Stanulovic Vesna S, Cauchy Pierre, Assi Salam A, Hoogenkamp Maarten
Institute of Cancer and Genomic Sciences, College of Medical and Dental Sciences, University of Birmingham, Birmingham B15 2TT, UK.
Nucleic Acids Res. 2017 Sep 29;45(17):9874-9888. doi: 10.1093/nar/gkx573.
LMO2 is a bridging factor within a DNA binding complex and is required for definitive haematopoiesis to occur. The developmental stage of the block in haematopoietic specification is not known. We show that Lmo2-/- mouse embryonic stem cells differentiated to Flk-1+ haemangioblasts, but less efficiently to haemogenic endothelium, which only produced primitive haematopoietic progenitors. Genome-wide approaches indicated that LMO2 is required at the haemangioblast stage to position the TAL1/LMO2/LDB1 complex to regulatory elements that are important for the establishment of the haematopoietic developmental program. In the absence of LMO2, the target site recognition of TAL1 is impaired. The lack of LMO2 resulted in altered gene expression levels already at the haemangioblast stage, with transcription factor genes accounting for ∼15% of affected genes. Comparison of Lmo2-/- with Tal1-/- Flk-1+ cells further showed that TAL1 was required to initiate or sustain Lmo2 expression.

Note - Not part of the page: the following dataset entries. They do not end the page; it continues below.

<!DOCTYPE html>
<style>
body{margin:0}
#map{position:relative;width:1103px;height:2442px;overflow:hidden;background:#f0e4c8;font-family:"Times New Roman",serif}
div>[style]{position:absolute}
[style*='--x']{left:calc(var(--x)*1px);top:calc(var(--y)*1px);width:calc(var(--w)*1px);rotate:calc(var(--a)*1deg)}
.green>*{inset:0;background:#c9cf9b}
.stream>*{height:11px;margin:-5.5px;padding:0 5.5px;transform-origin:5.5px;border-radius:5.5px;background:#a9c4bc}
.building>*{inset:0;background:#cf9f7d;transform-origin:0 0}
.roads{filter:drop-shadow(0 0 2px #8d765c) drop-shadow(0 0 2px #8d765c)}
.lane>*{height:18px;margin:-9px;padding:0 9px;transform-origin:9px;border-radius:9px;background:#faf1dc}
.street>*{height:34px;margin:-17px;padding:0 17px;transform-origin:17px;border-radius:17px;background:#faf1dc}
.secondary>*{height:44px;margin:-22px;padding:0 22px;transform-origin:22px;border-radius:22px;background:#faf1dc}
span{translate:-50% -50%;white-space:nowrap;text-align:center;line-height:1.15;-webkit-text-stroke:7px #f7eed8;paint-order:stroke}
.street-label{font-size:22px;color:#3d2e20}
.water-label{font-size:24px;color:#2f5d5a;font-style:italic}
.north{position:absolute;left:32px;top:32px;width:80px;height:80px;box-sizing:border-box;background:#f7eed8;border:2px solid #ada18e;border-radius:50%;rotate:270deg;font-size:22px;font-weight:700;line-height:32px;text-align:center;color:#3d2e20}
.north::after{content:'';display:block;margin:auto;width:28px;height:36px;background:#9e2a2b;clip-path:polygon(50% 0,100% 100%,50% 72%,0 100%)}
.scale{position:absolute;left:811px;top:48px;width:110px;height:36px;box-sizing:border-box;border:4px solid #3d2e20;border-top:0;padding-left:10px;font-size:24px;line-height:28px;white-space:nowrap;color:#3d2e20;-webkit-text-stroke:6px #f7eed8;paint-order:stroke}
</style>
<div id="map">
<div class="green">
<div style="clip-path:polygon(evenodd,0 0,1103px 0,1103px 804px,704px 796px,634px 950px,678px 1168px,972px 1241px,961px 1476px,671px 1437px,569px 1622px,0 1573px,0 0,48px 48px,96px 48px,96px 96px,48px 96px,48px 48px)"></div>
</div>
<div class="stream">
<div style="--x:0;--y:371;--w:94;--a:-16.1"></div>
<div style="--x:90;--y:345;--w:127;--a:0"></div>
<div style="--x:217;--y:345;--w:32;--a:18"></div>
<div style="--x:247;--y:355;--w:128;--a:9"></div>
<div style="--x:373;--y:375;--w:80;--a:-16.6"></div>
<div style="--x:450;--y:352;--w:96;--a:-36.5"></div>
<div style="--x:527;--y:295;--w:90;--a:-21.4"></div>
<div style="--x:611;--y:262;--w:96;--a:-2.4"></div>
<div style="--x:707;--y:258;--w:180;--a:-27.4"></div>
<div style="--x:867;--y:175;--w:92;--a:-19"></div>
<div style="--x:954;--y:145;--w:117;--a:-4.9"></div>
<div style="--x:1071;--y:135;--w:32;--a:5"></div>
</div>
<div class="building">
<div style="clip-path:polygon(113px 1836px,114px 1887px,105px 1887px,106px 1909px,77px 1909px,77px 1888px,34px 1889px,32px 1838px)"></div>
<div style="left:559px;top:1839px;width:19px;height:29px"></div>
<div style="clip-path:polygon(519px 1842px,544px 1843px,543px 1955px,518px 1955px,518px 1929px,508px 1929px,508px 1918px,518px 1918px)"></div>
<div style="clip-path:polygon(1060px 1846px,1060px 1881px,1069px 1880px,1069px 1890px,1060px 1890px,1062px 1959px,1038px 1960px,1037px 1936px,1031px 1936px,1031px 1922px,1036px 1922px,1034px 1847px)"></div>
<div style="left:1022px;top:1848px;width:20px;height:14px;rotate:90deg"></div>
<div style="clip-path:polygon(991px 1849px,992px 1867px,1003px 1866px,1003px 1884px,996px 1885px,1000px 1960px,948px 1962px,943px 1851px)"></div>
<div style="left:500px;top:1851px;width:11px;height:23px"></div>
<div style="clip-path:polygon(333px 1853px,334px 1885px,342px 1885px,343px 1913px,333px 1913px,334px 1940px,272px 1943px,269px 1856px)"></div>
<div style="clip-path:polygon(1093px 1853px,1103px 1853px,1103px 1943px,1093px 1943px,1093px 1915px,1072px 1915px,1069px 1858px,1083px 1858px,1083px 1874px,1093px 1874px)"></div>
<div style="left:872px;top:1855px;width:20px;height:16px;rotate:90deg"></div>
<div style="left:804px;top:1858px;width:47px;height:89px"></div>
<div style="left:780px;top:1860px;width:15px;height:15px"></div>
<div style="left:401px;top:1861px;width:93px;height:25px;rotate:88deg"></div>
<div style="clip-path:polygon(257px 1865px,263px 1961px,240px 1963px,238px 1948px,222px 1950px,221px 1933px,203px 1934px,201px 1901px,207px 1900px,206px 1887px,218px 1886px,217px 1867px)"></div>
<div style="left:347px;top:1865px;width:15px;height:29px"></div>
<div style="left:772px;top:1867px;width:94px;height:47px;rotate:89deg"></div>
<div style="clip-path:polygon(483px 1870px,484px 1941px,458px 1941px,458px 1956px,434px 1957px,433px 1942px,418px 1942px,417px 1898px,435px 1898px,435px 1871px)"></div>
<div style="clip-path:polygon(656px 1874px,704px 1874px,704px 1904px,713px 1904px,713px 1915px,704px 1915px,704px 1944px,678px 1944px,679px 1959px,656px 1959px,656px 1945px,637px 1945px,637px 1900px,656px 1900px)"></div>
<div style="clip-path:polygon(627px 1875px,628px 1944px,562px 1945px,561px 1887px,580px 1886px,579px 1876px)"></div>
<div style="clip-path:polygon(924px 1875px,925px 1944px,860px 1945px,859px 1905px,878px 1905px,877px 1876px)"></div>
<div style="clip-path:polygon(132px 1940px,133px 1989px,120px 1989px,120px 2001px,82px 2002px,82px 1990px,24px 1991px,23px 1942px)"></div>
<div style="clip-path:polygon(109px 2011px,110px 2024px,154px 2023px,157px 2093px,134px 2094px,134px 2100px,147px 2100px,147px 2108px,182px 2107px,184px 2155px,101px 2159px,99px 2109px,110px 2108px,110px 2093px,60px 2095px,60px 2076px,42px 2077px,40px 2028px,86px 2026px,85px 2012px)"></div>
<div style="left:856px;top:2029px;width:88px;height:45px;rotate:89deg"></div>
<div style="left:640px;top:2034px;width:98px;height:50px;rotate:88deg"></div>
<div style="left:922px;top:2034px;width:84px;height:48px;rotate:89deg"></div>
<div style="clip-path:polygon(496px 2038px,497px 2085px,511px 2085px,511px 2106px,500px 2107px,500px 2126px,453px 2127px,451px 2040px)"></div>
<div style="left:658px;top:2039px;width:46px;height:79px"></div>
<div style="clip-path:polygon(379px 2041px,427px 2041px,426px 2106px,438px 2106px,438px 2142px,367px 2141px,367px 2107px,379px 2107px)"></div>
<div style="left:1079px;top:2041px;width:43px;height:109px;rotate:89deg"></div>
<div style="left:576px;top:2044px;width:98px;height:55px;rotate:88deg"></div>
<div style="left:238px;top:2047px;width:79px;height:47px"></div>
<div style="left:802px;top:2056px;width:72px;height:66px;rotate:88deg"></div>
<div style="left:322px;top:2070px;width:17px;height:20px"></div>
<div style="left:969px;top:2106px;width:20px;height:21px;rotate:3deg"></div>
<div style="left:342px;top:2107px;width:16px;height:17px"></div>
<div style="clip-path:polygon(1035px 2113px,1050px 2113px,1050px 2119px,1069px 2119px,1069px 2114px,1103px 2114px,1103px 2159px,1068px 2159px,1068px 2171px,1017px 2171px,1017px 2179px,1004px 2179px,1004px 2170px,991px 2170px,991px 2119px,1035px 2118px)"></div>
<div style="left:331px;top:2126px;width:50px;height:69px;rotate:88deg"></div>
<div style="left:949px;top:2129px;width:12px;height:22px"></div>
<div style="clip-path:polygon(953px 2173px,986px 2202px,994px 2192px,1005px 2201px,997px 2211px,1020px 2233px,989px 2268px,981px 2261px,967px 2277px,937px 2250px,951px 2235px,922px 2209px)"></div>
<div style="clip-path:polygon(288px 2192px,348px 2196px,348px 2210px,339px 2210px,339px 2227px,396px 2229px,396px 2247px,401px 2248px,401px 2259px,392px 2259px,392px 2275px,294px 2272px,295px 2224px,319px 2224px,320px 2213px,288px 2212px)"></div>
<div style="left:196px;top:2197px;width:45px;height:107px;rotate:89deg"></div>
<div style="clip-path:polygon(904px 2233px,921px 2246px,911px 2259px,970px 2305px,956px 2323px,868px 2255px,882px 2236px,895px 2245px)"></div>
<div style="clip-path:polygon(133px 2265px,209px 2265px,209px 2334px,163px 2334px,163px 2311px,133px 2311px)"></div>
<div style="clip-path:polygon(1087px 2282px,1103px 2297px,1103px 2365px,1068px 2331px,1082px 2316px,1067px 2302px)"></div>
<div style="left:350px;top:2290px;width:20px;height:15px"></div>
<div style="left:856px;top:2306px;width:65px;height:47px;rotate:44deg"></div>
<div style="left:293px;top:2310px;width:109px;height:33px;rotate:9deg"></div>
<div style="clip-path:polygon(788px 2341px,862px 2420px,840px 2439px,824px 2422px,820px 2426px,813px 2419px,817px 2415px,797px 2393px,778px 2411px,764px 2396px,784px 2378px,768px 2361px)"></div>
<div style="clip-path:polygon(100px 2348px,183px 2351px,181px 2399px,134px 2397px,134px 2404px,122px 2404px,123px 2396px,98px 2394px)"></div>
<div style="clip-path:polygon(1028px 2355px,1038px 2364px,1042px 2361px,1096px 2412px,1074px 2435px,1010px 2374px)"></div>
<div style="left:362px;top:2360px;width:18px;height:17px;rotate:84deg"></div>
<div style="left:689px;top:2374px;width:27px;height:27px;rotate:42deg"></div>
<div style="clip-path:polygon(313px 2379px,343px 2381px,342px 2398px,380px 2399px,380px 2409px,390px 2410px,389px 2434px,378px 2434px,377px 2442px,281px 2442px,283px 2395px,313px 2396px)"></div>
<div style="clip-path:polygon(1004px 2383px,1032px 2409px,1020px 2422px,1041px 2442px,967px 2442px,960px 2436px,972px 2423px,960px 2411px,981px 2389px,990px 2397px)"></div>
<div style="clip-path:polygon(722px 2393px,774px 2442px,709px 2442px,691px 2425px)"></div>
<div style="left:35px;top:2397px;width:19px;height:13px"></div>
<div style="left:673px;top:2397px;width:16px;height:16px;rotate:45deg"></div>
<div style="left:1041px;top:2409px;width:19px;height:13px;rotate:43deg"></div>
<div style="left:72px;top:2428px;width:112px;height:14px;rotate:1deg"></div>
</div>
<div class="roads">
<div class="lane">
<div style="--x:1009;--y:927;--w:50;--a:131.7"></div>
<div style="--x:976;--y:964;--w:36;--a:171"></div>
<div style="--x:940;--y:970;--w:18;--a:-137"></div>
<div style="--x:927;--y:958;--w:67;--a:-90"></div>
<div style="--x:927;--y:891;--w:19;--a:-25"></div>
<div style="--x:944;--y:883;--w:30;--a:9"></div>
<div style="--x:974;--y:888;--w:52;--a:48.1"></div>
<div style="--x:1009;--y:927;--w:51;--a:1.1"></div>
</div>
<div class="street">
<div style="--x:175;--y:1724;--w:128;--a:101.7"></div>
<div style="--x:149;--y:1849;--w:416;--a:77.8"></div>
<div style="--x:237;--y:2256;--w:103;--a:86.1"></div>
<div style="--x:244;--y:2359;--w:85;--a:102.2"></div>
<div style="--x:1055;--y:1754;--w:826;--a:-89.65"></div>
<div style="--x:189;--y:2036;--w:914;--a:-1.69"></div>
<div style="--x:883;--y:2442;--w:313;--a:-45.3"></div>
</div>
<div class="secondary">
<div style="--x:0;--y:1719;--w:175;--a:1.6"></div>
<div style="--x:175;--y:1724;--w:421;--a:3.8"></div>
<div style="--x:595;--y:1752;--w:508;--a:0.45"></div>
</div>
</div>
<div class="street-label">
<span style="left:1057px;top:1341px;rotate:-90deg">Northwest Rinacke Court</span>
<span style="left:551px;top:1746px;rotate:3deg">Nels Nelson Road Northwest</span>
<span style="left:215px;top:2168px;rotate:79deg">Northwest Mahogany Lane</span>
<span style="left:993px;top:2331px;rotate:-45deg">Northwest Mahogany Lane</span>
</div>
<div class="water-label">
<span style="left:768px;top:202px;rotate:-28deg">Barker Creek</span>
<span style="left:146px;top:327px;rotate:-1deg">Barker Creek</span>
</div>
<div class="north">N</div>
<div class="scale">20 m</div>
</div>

LMO2是一种DNA结合复合物中的桥梁因子,是确定性造血发生所必需的。造血特化过程中阻滞的发育阶段尚不清楚。我们发现,Lmo2基因敲除的小鼠胚胎干细胞可分化为Flk-1+成血管细胞,但向造血内皮细胞的分化效率较低,后者仅产生原始造血祖细胞。全基因组方法表明,在成血管细胞阶段需要LMO2将TAL1/LMO2/LDB1复合物定位到对建立造血发育程序很重要的调控元件上。在没有LMO2的情况下,TAL1的靶位点识别受损。LMO2的缺失在成血管细胞阶段就导致了基因表达水平的改变,其中转录因子基因约占受影响基因的15%。将Lmo2基因敲除的细胞与Tal1基因敲除的Flk-1+细胞进行比较,进一步表明TAL1是启动或维持Lmo2表达所必需的。